Коган между тем только входил во вкус. Он был отличный механический оратор, т.е. обладал способностью говорить не задумываясь. Природа наделяет каждого человека каким-нибудь одним, а то и двумя  талантами. «Целинника» щедро наделила она автоматизмом речи.
– Ребята, кто поближе к президиуму... Не поленитесь, уважьте «целинника» – принесите ему стаканчик воды! – пробасил Лертов, обращаясь к передним рядам.
Моссадов обвёл зал строгим взглядом и призвал всех соблюдать тишину.
– А может быть, налить лучше водки? У меня с собой бутылка Московской! – предложил я, решив выхвалиться перед Лертовым.
– Водки лучше мне налей, проснулся вдруг Костин, – а Мишутка и водичкой обойдётся!
– Давай-ка, Лютиков, твою водку! – повернулся ко мне Хромов, любитель посмеяться и повеселиться.
Я подал ему бутылку. Костин бросил на меня злой взгляд, от которого мне стало немного не по себе.
– Ты чего распоряжаешься чужой водкой? – зашипел он на меня.
Хромов знал, что надо делать с бутылкой: быстро распечатал её и наполнил стакан сорокаградусным зельем. С самым серьёзным видом прошёл он вперёд  и поставил стакан на трибуну прямо перед глазами Когана.
– Не слышно оратора – голос сел! – тут же крикнул один из молодых проказников, поклонник Лертова.
Коган машинально протянул руку к стакану. Вот он, не прерывая пока речи, готовится уже к тому, чтобы поднести огненную влагу ко рту. Мы замерли в ожидании. Коган делает короткую паузу, во время которой быстро и жадно отпивает из стакана изрядную порцию водки. Ещё не успело на лице его в полной мере отразиться изумление, как в нашем углу раздался дружный громкий смех. Моссадов вздрогнул: он не мог понять причины неожиданной шумной реакции части своих подопечных, стал беспокойно озираться по сторонам. Всё новые и новые участники заседания, видя глупое растерянное выражение лица оратора, начинали громко хохотать. Шум поднялся невообразимый. Моссадов встал и сделал попытку успокоить аудиторию, но шум не только не стихал, а наоборот, нарастал по мере выяснения каждым причины необычайного оживления в зале. Коган счёл за лучшее сойти с трибуны.
– Браво, Миша! – кричали с мест. – Ай да «целинник»! Всё выпил, другим ничего не оставил!
Не знаю, что думал освистанный оратор, но все надеялись, что урок пойдёт ему на пользу.
Да, вот таким был Лертов во времена нашей молодости. Он только начинал чувствовать свою силу. Война с представителями правых не только забавляла его, но, как мне кажется, доставляла ему немалое удовольствие.
Импровизированная шалость, организованная с подачи Лертова, не осталась для него без последствий.
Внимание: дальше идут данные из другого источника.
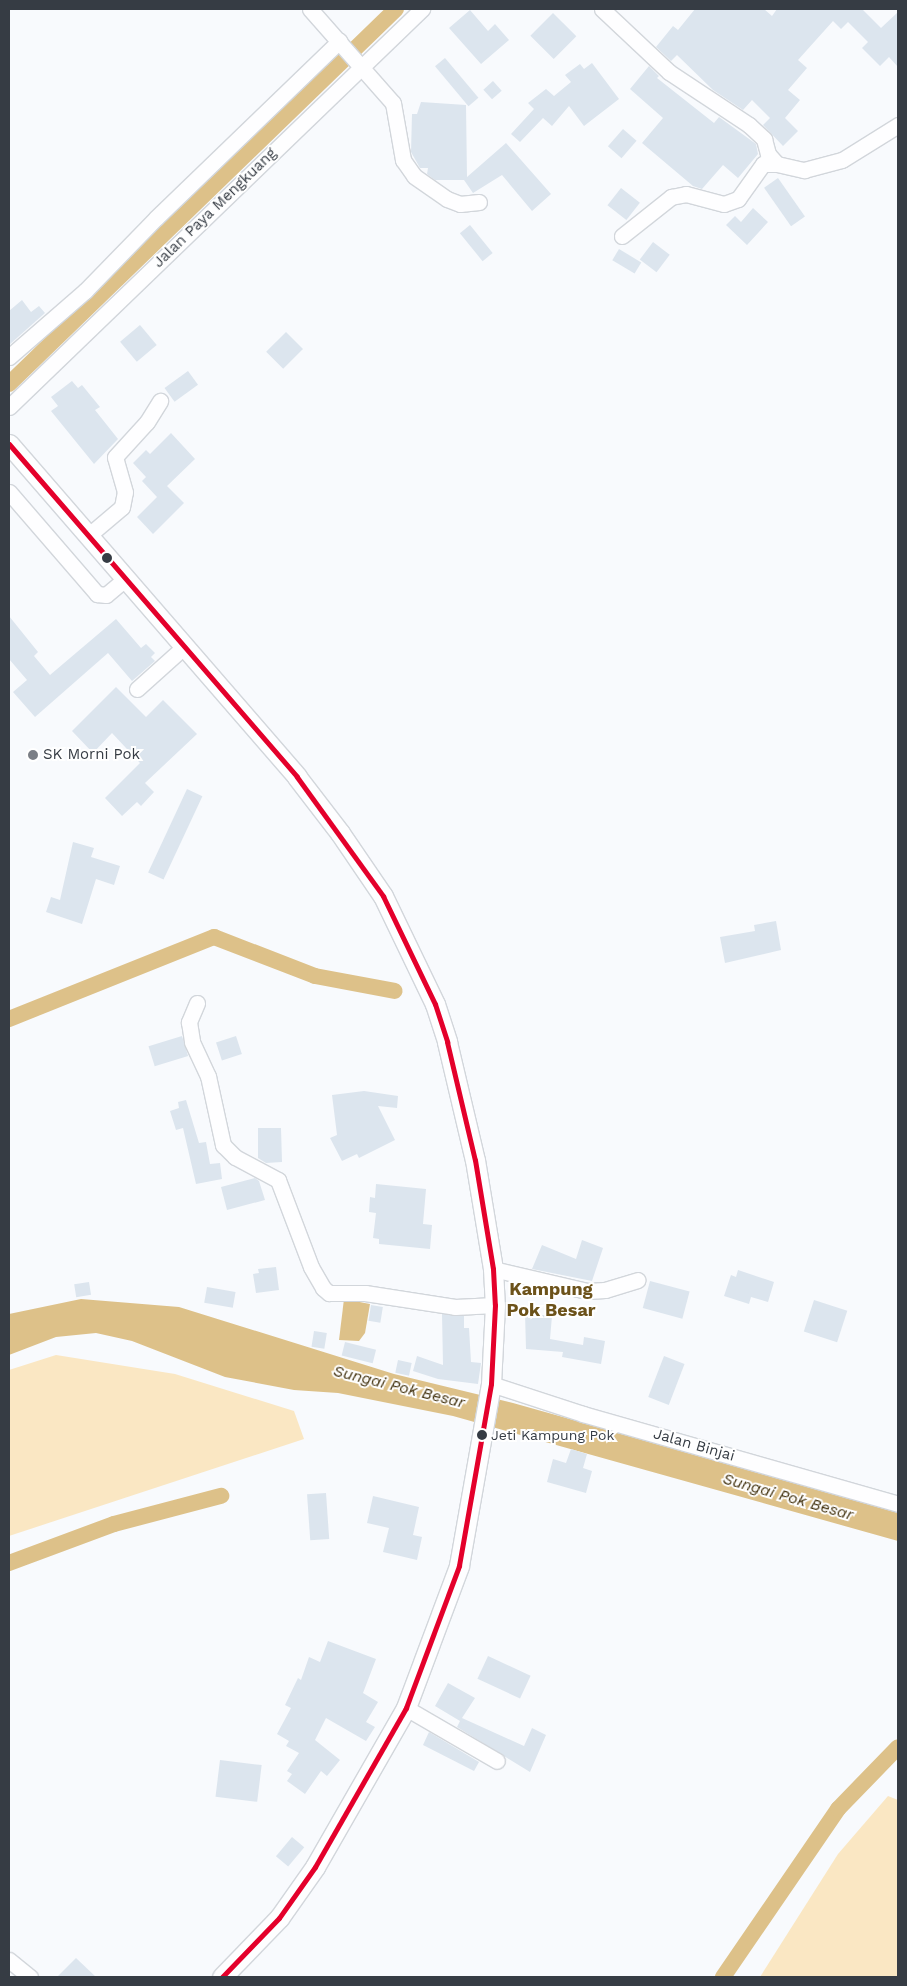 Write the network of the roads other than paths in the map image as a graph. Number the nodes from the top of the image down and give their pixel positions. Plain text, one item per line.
1 (310, 9) edge
2 (422, 9) edge
3 (602, 9) edge
4 (342, 44) junction
5 (360, 65) junction
6 (898, 125) edge
7 (777, 164) junction
8 (479, 202) dead end
9 (622, 236) dead end
10 (9, 357) edge
11 (160, 401) dead end
12 (9, 407) edge
13 (9, 444) edge
14 (9, 492) edge
15 (89, 536) junction
16 (126, 578) junction
17 (186, 646) junction
18 (137, 689) dead end
19 (197, 1003) dead end
20 (493, 1269) junction
21 (637, 1280) dead end
22 (495, 1305) junction
23 (491, 1384) junction
24 (898, 1504) edge
25 (406, 1708) junction
26 (496, 1761) dead end
27 (9, 1960) edge
28 (30, 1977) edge
29 (222, 1977) edge

1 - 4 street
2 - 5 street, Jalan Paya Mengkuang
3 - 7 street
4 - 5 street
4 - 10 street
5 - 8 street
5 - 12 street, Jalan Paya Mengkuang
6 - 7 street
7 - 9 street
11 - 15 street
13 - 15 main road
14 - 16 street
15 - 16 main road
16 - 17 main road
17 - 18 street
17 - 20 main road
19 - 22 street
20 - 21 street
20 - 22 main road
22 - 23 main road
23 - 24 street, Jalan Binjai
23 - 25 main road
25 - 26 street
25 - 29 main road
27 - 28 street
Обозлённый Моссадов затеял разбирательство, поставив целью доказать, что Лертов подбивает молодых поэтов на политические выступления и хулиганские выходки. В конце концов, он добился исключения Лертова из членов Литературного Объединения.

5

Время не стояло на месте. Проходили месяцы и годы. Наш триумвират, несмотря на различие характеров, интересов и дарований, стал довольно-таки интересным минисоюзом, а наш литературный салон, состоявший вначале из трёх триумвиров, пополнился несколькими поэтами, жившими в нашем районе. Мы собирались три-четыре раза в месяц. Мы были молоды, на здоровье никто особенно не жаловался, так что обсуждение стихов и творческих планов нередко переходило в очередную дружескую попойку. Случалось, что у нас не хватало или совсем не было денег, но в последний момент, когда уже никто не мог дать ни рубля, Лертов, как правило, выручал нас. «Из неприкосновенных запасов!» –  говорил он, кладя на стол увесистый червонец, а то и четвертной. Мы, конечно, искренне его благодарили. Он же неизменно шутил: «Поэты должны уметь делать деньги!»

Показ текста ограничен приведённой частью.